Luke 5:1-11

Inleiding

Dit hoofdstuk laat ons in vier fasen zien hoe iemand tot een volgeling wordt naar het voorbeeld van de Heer Jezus. Daarvoor worden de gebeurtenissen in dit hoofdstuk bij elkaar gebracht, zonder dat Lukas rekening houdt met de chronologische volgorde. Het begint met zelfveroordeling (Lk 5:1-11), daarop volgen reiniging (Lk 5:12-16) en vergeving en kracht (Lk 5:17-25), waarna de roeping tot de dienst kan volgen (Lk 5:27-32). Het hoofdstuk besluit met als resultaat van alle voorgaande gebeurtenissen het voorstellen van het nieuwe dat in de plaats van het oude komt (Lk 5:35-39).

Een wonderbare visvangst

De Heer predikt het Woord van God bij het meer Gennézareth. Omdat de menigte op Hem aandringt, wordt Hij bijna in zee geduwd. Hij gebruikt dan niet Zijn Goddelijke macht om mensen op een afstand te houden, zoals in Lukas 4 (Lk 4:30), maar Hij neemt Zijn toevlucht tot één van de twee schepen die Hij daar ziet liggen.
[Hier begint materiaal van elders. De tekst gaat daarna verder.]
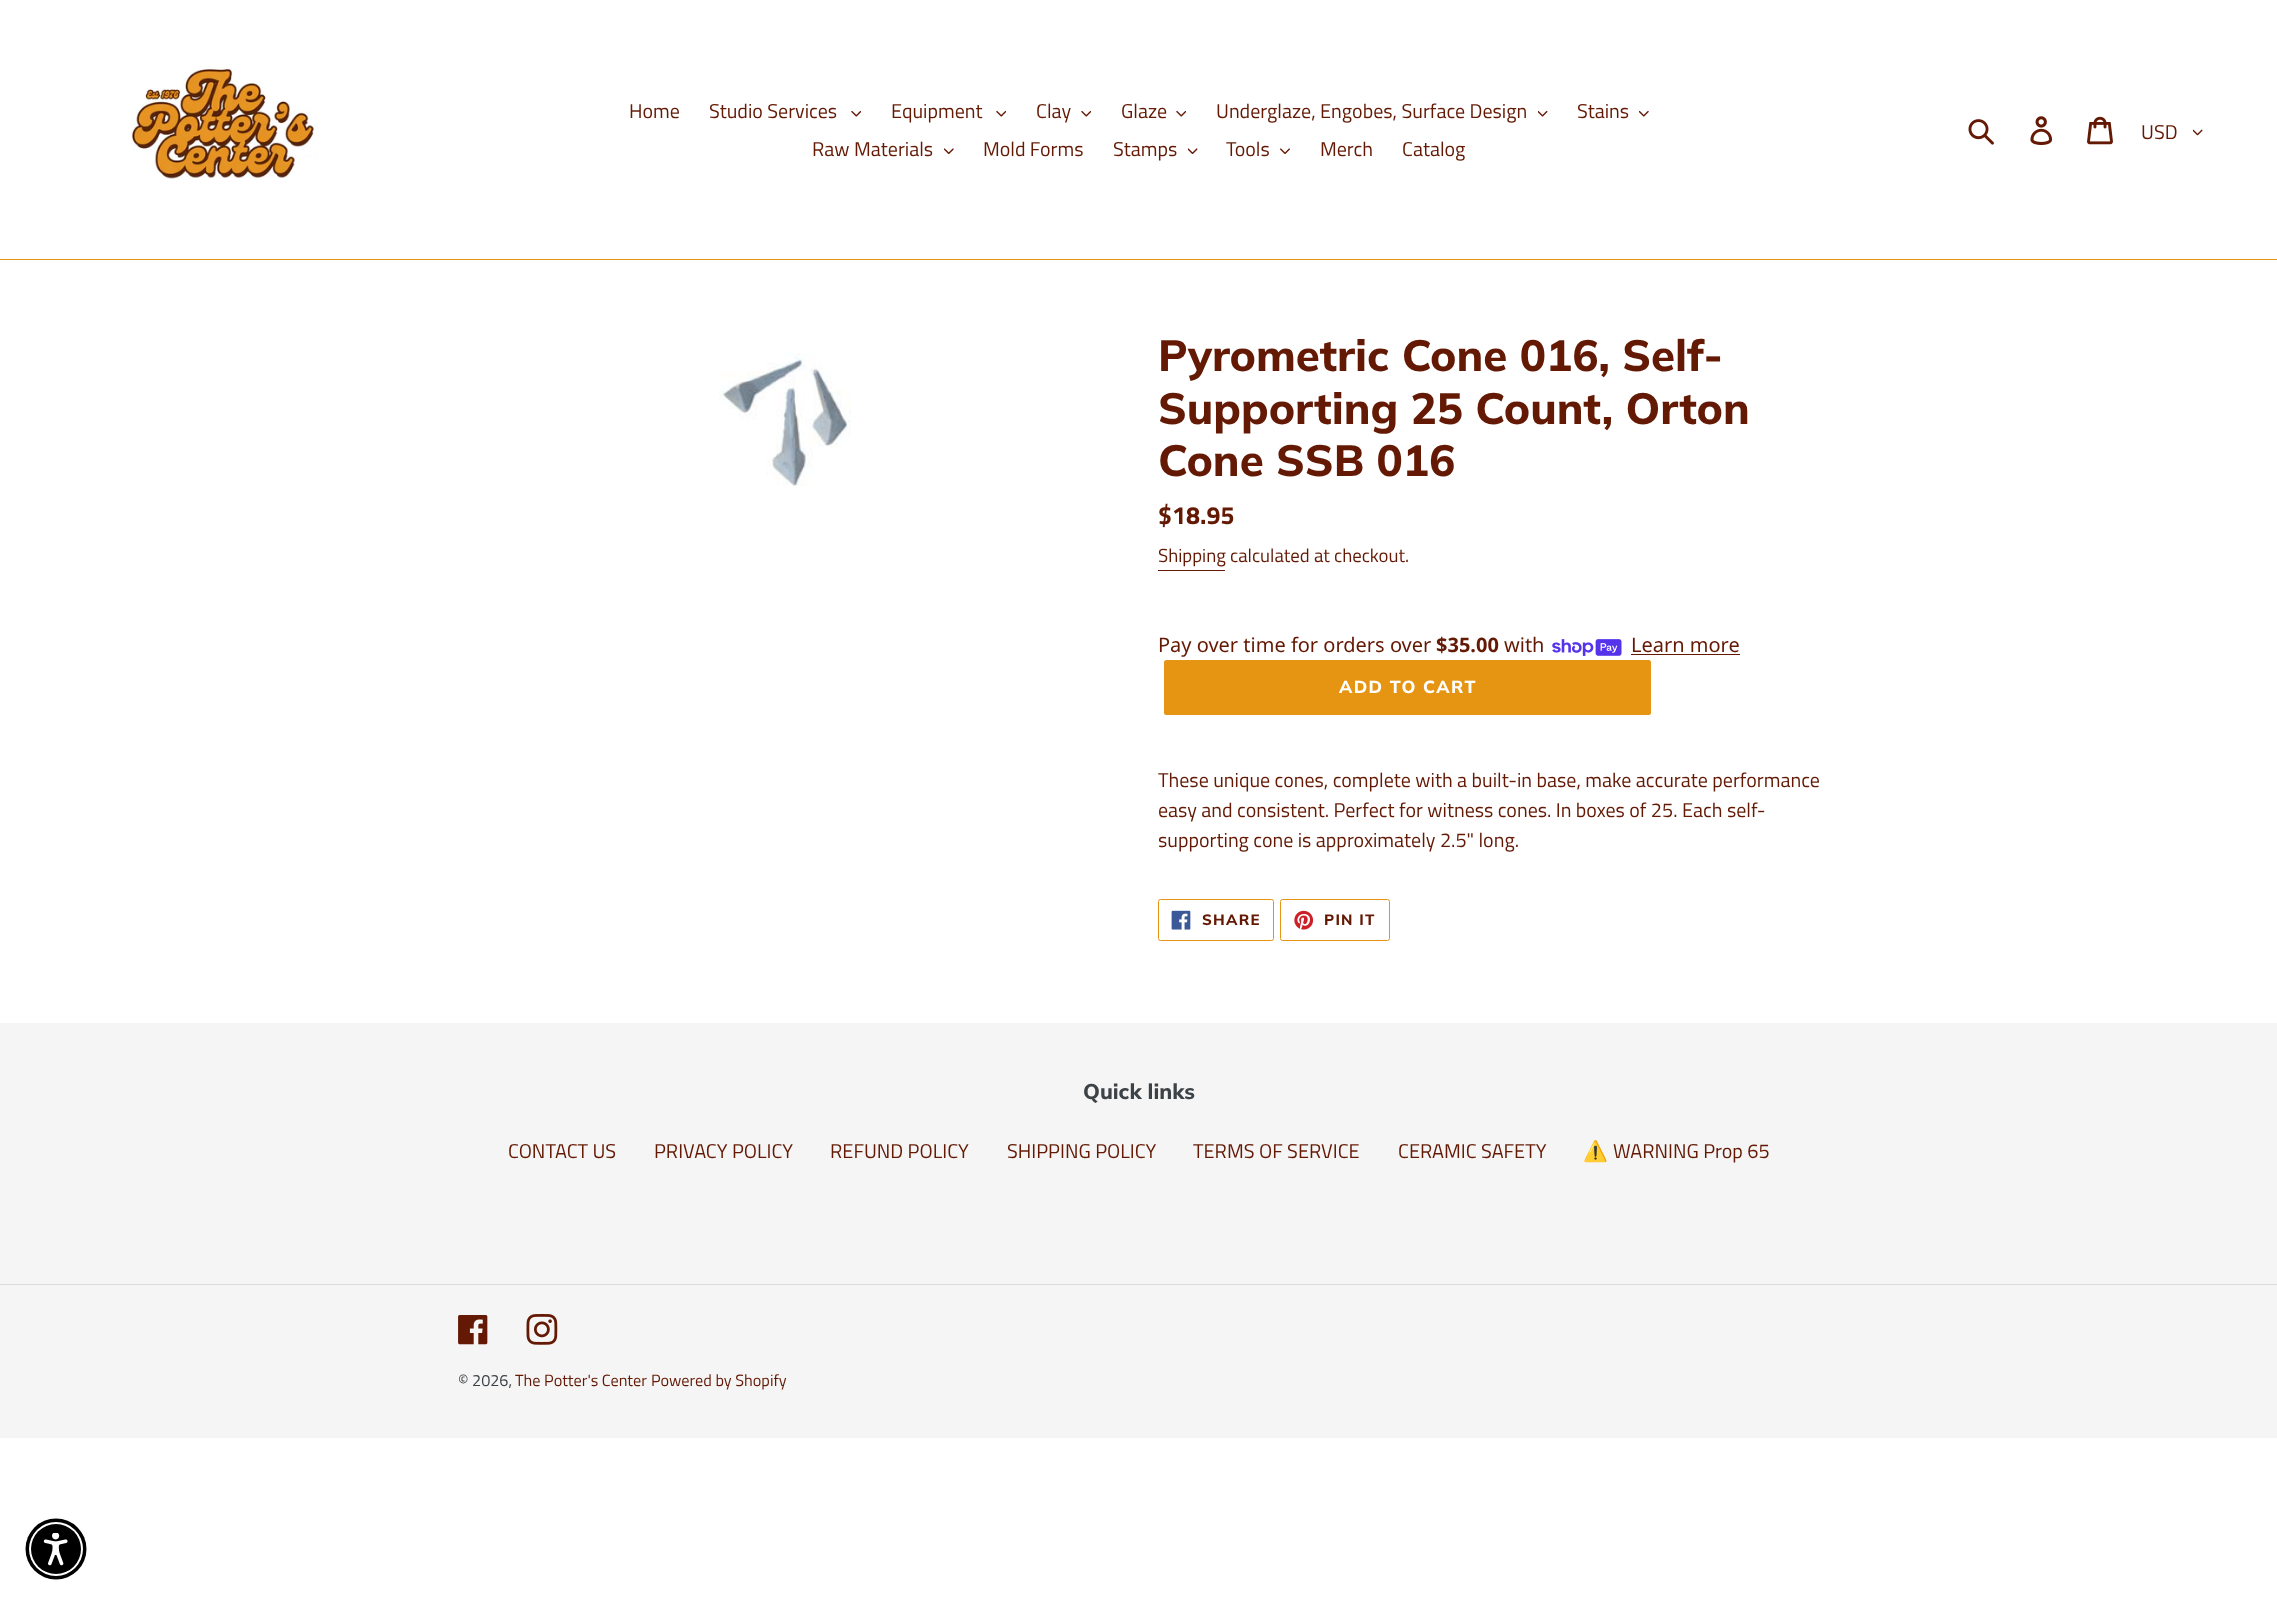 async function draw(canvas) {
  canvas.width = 2277;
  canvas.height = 1605;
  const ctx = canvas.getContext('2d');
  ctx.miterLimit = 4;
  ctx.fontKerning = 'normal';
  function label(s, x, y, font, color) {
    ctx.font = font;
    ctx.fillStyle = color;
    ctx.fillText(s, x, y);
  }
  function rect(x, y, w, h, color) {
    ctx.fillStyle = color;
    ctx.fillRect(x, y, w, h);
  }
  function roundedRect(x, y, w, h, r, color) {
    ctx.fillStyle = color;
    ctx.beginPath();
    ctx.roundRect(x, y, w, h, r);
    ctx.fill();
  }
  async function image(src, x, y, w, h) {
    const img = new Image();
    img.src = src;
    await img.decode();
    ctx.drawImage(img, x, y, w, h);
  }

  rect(0, 0, 2277, 1605, '#fff');
  rect(0, 259, 2277, 1, '#e59512');
  await image('assets/img1.png', 131, 67, 188, 112);
  label('Home', 629, 118, '20px Titillium Web', '#631904');
  label('Studio Services', 709, 118, '20px Titillium Web', '#631904');
  await image('assets/img2.png', 851, 110, 10, 7);
  label('Equipment', 891, 118, '20px Titillium Web', '#631904');
  await image('assets/img2.png', 996, 110, 10, 7);
  label('Clay', 1036, 118, '20px Titillium Web', '#631904');
  await image('assets/img2.png', 1081, 110, 10, 7);
  label('Glaze', 1121, 118, '20px Titillium Web', '#631904');
  await image('assets/img2.png', 1176, 110, 10, 7);
  label('Underglaze, Engobes, Surface Design', 1216, 118, '20px Titillium Web', '#631904');
  await image('assets/img3.png', 1538, 110, 10, 7);
  label('Stains', 1577, 118, '20px Titillium Web', '#631904');
  await image('assets/img4.png', 1639, 110, 10, 7);
  label('Raw Materials', 812, 156, '20px Titillium Web', '#631904');
  await image('assets/img5.png', 944, 148, 10, 7);
  label('Mold Forms', 983, 156, '20px Titillium Web', '#631904');
  label('Stamps', 1113, 156, '20px Titillium Web', '#631904');
  await image('assets/img6.png', 1188, 148, 10, 7);
  label('Tools', 1226, 156, '20px Titillium Web', '#631904');
  await image('assets/img7.png', 1280, 148, 10, 6);
  label('Merch', 1320, 156, '20px Titillium Web', '#631904');
  label('Catalog', 1402, 156, '20px Titillium Web', '#631904');
  await image('assets/img8.png', 1968, 119, 26, 26);
  await image('assets/img9.png', 2030, 116, 23, 29);
  await image('assets/img10.png', 2087, 116, 26, 29);
  label('USD', 2141, 139, '20px Titillium Web', '#631904');
  await image('assets/img11.png', 2193, 129, 10, 7);
  await image('assets/img12.png', 719, 353, 132, 133);
  label('Pyrometric Cone 016, Self-', 1158, 371, '800 43.75px Muli', '#631904');
  label('Supporting 25 Count, Orton', 1158, 424, '800 43.75px Muli', '#631904');
  label('Cone SSB 016', 1158, 476, '800 43.75px Muli', '#631904');
  label('$18.95', 1158, 524, 'bold 25px Titillium Web', '#631904');
  label('Shipping calculated at checkout.', 1158, 562, '18.75px Titillium Web', '#631904');
  rect(1158, 570, 67, 1, '#631904');
  label('Pay over time for orders over', 1158, 652, '20px Noto Sans', '#631904');
  label('$35.00', 1436, 652, 'bold 20px Noto Sans', '#631904');
  label('with', 1504, 652, '20px Noto Sans', '#631904');
  await image('assets/img13.png', 1552, 639, 70, 17);
  label('Learn more', 1631, 652, '20px Noto Sans', '#631904');
  rect(1631, 654, 109, 1, '#631904');
  roundedRect(1164, 660, 487, 55, 2.5, '#e59512');
  ctx.letterSpacing = '1.4px';
  label('ADD TO CART', 1339, 693, '800 17.5px Muli', '#fff');
  ctx.letterSpacing = '0px';
  label('These unique cones, complete with a built-in base, make accurate performance', 1158, 787, '20px Titillium Web', '#631904');
  label('easy and consistent. Perfect for witness cones. In boxes of 25. Each self-', 1158, 817, '20px Titillium Web', '#631904');
  label('supporting cone is approximately 2.5" long.', 1158, 847, '20px Titillium Web', '#631904');
  ctx.beginPath();
  ctx.roundRect(1158.5, 899.5, 115, 41, 2);
  ctx.strokeStyle = '#e59512';
  ctx.stroke();
  await image('assets/img14.png', 1171, 910, 20, 20);
  ctx.letterSpacing = '1.25px';
  label('SHARE', 1202, 925, '800 15px Muli', '#631904');
  ctx.beginPath();
  ctx.roundRect(1280.5, 899.5, 109, 41, 2);
  ctx.stroke();
  await image('assets/img15.png', 1294, 910, 20, 20);
  label('PIN IT', 1324, 925, '800 15px Muli', '#631904');
  rect(0, 1023, 2277, 415, '#f5f5f5');
  ctx.letterSpacing = '0px';
  label('Quick links', 1083, 1099, '800 21.25px Muli', '#3d4246');
  label('CONTACT US', 508, 1158, '20px Titillium Web', '#631904');
  label('PRIVACY POLICY', 654, 1158, '20px Titillium Web', '#631904');
  label('REFUND POLICY', 830, 1158, '20px Titillium Web', '#631904');
  label('SHIPPING POLICY', 1007, 1158, '20px Titillium Web', '#631904');
  label('TERMS OF SERVICE', 1193, 1158, '20px Titillium Web', '#631904');
  label('CERAMIC SAFETY', 1398, 1158, '20px Titillium Web', '#631904');
  label('⚠️', 1583, 1158, '20px Noto Color Emoji', '#631904');
  label('WARNING Prop 65', 1613, 1158, '20px Titillium Web', '#631904');
  rect(0, 1284, 2277, 1, '#dcdcdc');
  await image('assets/img16.png', 458, 1315, 30, 30);
  await image('assets/img17.png', 526, 1314, 32, 31);
  label('© 2026,', 458, 1386, '16.25px Titillium Web', '#3d4246');
  label('The Potter\'s Center', 515, 1386, '16.25px Titillium Web', '#631904');
  label('Powered by Shopify', 651, 1386, '16.25px Titillium Web', '#631904');
  ctx.fillStyle = '#000';
  ctx.beginPath();
  ctx.arc(56, 1549, 30.5, 0, 2 * Math.PI);
  ctx.fill();
  ctx.fillStyle = '#fff';
  ctx.beginPath();
  ctx.arc(56, 1549, 27, 0, 2 * Math.PI);
  ctx.fill();
  ctx.fillStyle = '#000';
  ctx.beginPath();
  ctx.arc(56, 1549, 25, 0, 2 * Math.PI);
  ctx.fill();
  await image('assets/img18.png', 43, 1533, 25, 33);
}

draw(document.querySelector('canvas'));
Terwijl Hij het Woord van God brengt, spoelen de vissers hun netten. Ze komen blijkbaar net terug van de vangst. Wat komen ze op een mooi moment terug, hoewel ze teleurgesteld zijn dat een hele nacht werken niets heeft opgeleverd. Maar ze zullen grote dingen meemaken. De Heer gaat zonder te vragen aan boord van een van de schepen. Hij is de Heer. Het is het schip van Simon Petrus. Simon vraagt Hem niet wat Hij doet.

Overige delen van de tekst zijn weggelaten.